Again, I'm not concerned about optimizing the query, but merely trying to recover in the rare case that a deadlock occurs. I was thinking about using a similar retry process. I could create my own class that inherits from SqlDataReader which simply overrides the Read function with retry code. Like this:

public class MyDataReader : SqlDataReader
{
    public override bool Read()
    {
        int DeadLockRetry = 5;
        while (DeadLockRetry > 0)
        {
            try
            {
                return base.Read();
            }
            catch (SqlException ex)
            {
                if (ex.ErrorCode != 1205 || --DeadLockRetry == 0)
                    throw;
            }
        }
        return false;
    }
}

Is this the right approach? I want to be sure that records aren't skipped in the reader. Will retrying Read after a deadlock skip any rows? Also, should I call Thread.Sleep between retries to give the database time to get out of the deadlock state, or is this enough. This case is not easy to reproduce so I'd like to be sure about it before I modify any of my code.

EDIT:

As requested, some more info about my situation: In one case, I have a process that performs a query that loads a list of record ids that need to be updated. Then I iterate through that list of ids using the Read function and run an update process on that record, which will eventually update a value for that record in the database. (No, there is no way to perform the update in the initial query, many other things occur for each record that is returned). This code has been working fine for a while, but we are running quite a bit of code for each record, so I can imagine one of those processes is creating a lock on the initial table being read through.
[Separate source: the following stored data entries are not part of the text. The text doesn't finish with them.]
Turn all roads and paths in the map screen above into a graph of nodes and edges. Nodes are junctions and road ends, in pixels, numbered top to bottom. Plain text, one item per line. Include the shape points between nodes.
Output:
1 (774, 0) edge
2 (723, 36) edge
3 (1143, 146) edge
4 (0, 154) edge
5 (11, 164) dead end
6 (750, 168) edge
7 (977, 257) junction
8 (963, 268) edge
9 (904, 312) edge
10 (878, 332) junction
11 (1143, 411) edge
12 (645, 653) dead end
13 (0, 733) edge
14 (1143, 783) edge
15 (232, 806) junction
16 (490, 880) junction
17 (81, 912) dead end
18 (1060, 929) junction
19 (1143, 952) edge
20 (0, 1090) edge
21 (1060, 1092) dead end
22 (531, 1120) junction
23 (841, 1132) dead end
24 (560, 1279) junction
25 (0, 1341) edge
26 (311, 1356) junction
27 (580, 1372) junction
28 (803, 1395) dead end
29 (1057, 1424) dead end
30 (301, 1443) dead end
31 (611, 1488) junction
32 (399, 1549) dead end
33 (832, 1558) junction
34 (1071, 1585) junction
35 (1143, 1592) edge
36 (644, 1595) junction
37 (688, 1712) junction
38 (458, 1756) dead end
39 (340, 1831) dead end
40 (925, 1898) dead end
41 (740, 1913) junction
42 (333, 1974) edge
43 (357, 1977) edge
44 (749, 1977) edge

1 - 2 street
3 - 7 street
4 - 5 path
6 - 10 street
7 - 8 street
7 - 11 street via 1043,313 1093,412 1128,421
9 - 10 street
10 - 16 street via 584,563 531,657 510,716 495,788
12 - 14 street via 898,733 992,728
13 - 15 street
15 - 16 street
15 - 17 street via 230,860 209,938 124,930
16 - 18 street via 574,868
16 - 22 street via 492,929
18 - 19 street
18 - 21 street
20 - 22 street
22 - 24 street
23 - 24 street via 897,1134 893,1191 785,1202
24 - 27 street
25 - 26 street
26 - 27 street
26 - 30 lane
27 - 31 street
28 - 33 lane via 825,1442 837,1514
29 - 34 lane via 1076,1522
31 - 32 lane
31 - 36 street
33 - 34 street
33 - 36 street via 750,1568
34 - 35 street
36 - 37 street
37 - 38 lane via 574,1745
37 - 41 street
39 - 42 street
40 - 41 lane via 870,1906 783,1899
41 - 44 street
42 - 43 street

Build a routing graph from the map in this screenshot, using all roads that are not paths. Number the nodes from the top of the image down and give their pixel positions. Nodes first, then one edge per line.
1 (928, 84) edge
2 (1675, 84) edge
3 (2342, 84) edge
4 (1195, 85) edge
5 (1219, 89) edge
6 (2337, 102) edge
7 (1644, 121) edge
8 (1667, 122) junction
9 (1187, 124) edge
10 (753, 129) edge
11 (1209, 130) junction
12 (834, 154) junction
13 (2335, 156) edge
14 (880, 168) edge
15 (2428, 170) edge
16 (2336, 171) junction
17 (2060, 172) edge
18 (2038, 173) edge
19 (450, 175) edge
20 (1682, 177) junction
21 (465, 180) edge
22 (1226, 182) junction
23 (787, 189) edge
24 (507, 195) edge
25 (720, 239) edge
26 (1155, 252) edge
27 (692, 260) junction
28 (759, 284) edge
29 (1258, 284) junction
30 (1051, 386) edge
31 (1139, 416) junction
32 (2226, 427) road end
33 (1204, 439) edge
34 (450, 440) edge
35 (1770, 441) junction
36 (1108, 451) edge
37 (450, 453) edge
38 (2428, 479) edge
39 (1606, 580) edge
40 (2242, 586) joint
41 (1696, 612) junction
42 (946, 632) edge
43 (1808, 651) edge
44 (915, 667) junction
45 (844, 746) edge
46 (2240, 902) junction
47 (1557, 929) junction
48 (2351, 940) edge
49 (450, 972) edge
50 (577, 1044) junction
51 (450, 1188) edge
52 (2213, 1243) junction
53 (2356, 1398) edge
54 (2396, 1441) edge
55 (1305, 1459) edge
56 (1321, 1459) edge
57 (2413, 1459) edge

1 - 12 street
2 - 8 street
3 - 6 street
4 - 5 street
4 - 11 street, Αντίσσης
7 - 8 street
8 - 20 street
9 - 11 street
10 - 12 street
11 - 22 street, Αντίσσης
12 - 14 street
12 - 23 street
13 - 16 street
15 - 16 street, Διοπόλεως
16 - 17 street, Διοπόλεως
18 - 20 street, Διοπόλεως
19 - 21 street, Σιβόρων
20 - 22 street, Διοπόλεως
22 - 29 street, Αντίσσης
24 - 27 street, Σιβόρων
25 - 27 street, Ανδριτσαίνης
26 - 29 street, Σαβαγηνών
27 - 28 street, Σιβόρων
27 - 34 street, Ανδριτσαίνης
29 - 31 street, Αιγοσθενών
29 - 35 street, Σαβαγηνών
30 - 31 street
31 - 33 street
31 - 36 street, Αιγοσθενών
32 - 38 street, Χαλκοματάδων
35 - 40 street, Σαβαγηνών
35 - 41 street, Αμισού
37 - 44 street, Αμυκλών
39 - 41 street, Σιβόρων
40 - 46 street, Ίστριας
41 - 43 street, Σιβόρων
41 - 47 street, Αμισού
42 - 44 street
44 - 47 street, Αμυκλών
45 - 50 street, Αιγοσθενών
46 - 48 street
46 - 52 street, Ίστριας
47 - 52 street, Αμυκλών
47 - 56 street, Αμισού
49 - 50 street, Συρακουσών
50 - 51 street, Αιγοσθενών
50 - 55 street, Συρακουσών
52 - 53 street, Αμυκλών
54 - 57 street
After some thought, Scottie's suggestion to use a data structure to store the results would likely fix this situation. I could store the ids returned in a List<int> and loop through that. That way the locks on the rows can be removed right away.

However, I would still be interested in knowing if there is a general way to recover from deadlocks on a read.

Your entire transaction is lost in a deadlock. You have to restart from scratch, from way above the level where you read a data reader. You say that you read some records, then update them in a loop. You have to restart with reading again the records:

function DoWork() {
  using (TransactionScope scope = new TransactionScope(...)) {
    cmd = new SqlCommand("select ...");
    using (DataReader rdr = cmd.ExecuteReader ()) {
        while(rdr.Read()) {
          ... process each record
        }
    }
    scope.Complete ();
  }
}

you have to retry the entire DoWork call:

retries = 0;
success = false;
do {
 try {
  DoWork ();
  success = true;
 }
 catch (SqlException e) {
   if (can retry e)  {
     ++retries;
   }
   else {
     throw;
   }
 }
} while (!success);

Could you possibly consider using DataSets or DataTables instead of DataReaders?

My fear here, although I'm not positive, is that the read throwing the error will discard that record altogether. You might want to test this in a controlled environment where you can force an error and see if it re-reads the record or if it just discards it.